Author: J. Nathan Kutz
Publisher: Oxford University Press
Published: 2013-08-08
Total Pages: 657
ISBN-13: 0199660336
DOWNLOAD EBOOK →Combining scientific computing methods and algorithms with modern data analysis techniques, including basic applications of compressive sensing and machine learning, this book develops techniques that allow for the integration of the dynamics of complex systems and big data. MATLAB is used throughout for mathematical solution strategies.
Author: Thomas Duriez
Publisher: Springer
Published: 2016-11-02
Total Pages: 211
ISBN-13: 3319406248
DOWNLOAD EBOOK →This is the first textbook on a generally applicable control strategy for turbulence and other complex nonlinear systems. The approach of the book employs powerful methods of machine learning for optimal nonlinear control laws. This machine learning control (MLC) is motivated and detailed in Chapters 1 and 2. In Chapter 3, methods of linear control theory are reviewed. In Chapter 4, MLC is shown to reproduce known optimal control laws for linear dynamics (LQR, LQG). In Chapter 5, MLC detects and exploits a strongly nonlinear actuation mechanism of a low-dimensional dynamical system when linear control methods are shown to fail. Experimental control demonstrations from a laminar shear-layer to turbulent boundary-layers are reviewed in Chapter 6, followed by general good practices for experiments in Chapter 7. The book concludes with an outlook on the vast future applications of MLC in Chapter 8. Matlab codes are provided for easy reproducibility of the presented results. The book includes interviews with leading researchers in turbulence control (S. Bagheri, B. Batten, M. Glauser, D. Williams) and machine learning (M. Schoenauer) for a broader perspective. All chapters have exercises and supplemental videos will be available through YouTube.
Author: Jihad Badra
Publisher: Elsevier
Published: 2022-01-05
Total Pages: 262
ISBN-13: 032388458X
DOWNLOAD EBOOK →Artificial Intelligence and Data Driven Optimization of Internal Combustion Engines summarizes recent developments in Artificial Intelligence (AI)/Machine Learning (ML) and data driven optimization and calibration techniques for internal combustion engines. The book covers AI/ML and data driven methods to optimize fuel formulations and engine combustion systems, predict cycle to cycle variations, and optimize after-treatment systems and experimental engine calibration.

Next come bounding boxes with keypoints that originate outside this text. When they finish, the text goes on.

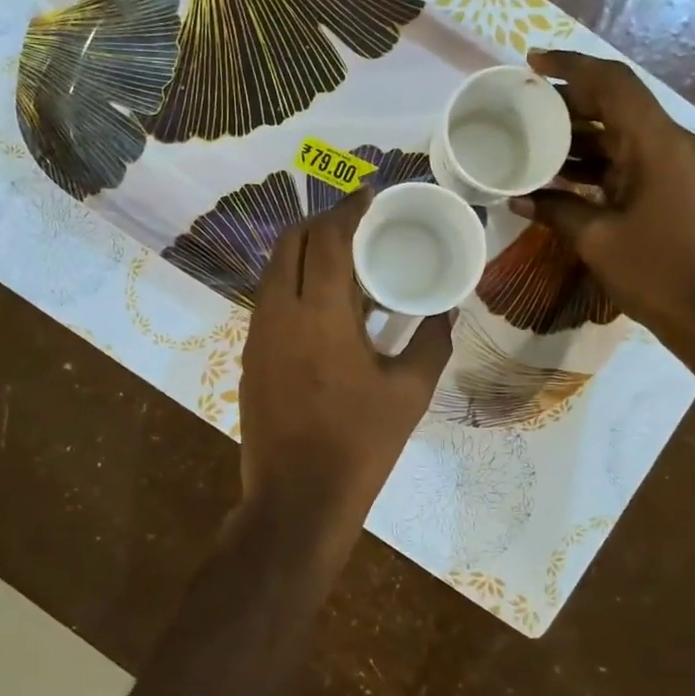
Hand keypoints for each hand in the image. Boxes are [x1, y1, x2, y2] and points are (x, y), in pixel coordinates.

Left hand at [238, 190, 453, 543]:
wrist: (297, 498)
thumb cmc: (360, 443)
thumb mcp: (410, 392)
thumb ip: (431, 340)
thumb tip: (444, 310)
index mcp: (321, 313)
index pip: (328, 238)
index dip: (348, 210)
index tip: (368, 197)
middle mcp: (280, 311)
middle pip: (291, 242)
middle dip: (322, 223)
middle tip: (357, 225)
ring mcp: (258, 333)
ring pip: (274, 269)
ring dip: (304, 252)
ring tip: (343, 260)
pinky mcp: (250, 355)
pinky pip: (269, 298)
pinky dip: (293, 282)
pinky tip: (322, 303)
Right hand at [516, 49, 694, 373]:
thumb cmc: (657, 275)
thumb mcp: (597, 240)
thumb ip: (556, 209)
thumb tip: (518, 196)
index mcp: (661, 145)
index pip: (614, 84)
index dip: (572, 66)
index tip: (533, 61)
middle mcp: (677, 144)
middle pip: (620, 105)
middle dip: (571, 102)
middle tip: (525, 106)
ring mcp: (683, 166)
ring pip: (626, 133)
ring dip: (584, 134)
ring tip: (535, 139)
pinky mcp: (681, 187)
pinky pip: (635, 159)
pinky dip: (601, 161)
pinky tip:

It contains all the details of the latest optimization techniques along with their application to ICE, making it ideal for automotive engineers, mechanical engineers, OEMs and R&D centers involved in engine design. Provides AI/ML and data driven optimization techniques in combination with Computational Fluid Dynamics (CFD) to optimize engine combustion systems Features a comprehensive overview of how AI/ML techniques are used in conjunction with simulations and experiments Discusses data driven optimization techniques for fuel formulations and vehicle control calibration
Author: Anthony J. G. Hey
Publisher:
Published: 2009
Total Pages: 292
ISBN-13:
DOWNLOAD EBOOK →Foreword. A transformed scientific method. Earth and environment. Health and wellbeing. Scientific infrastructure. Scholarly communication.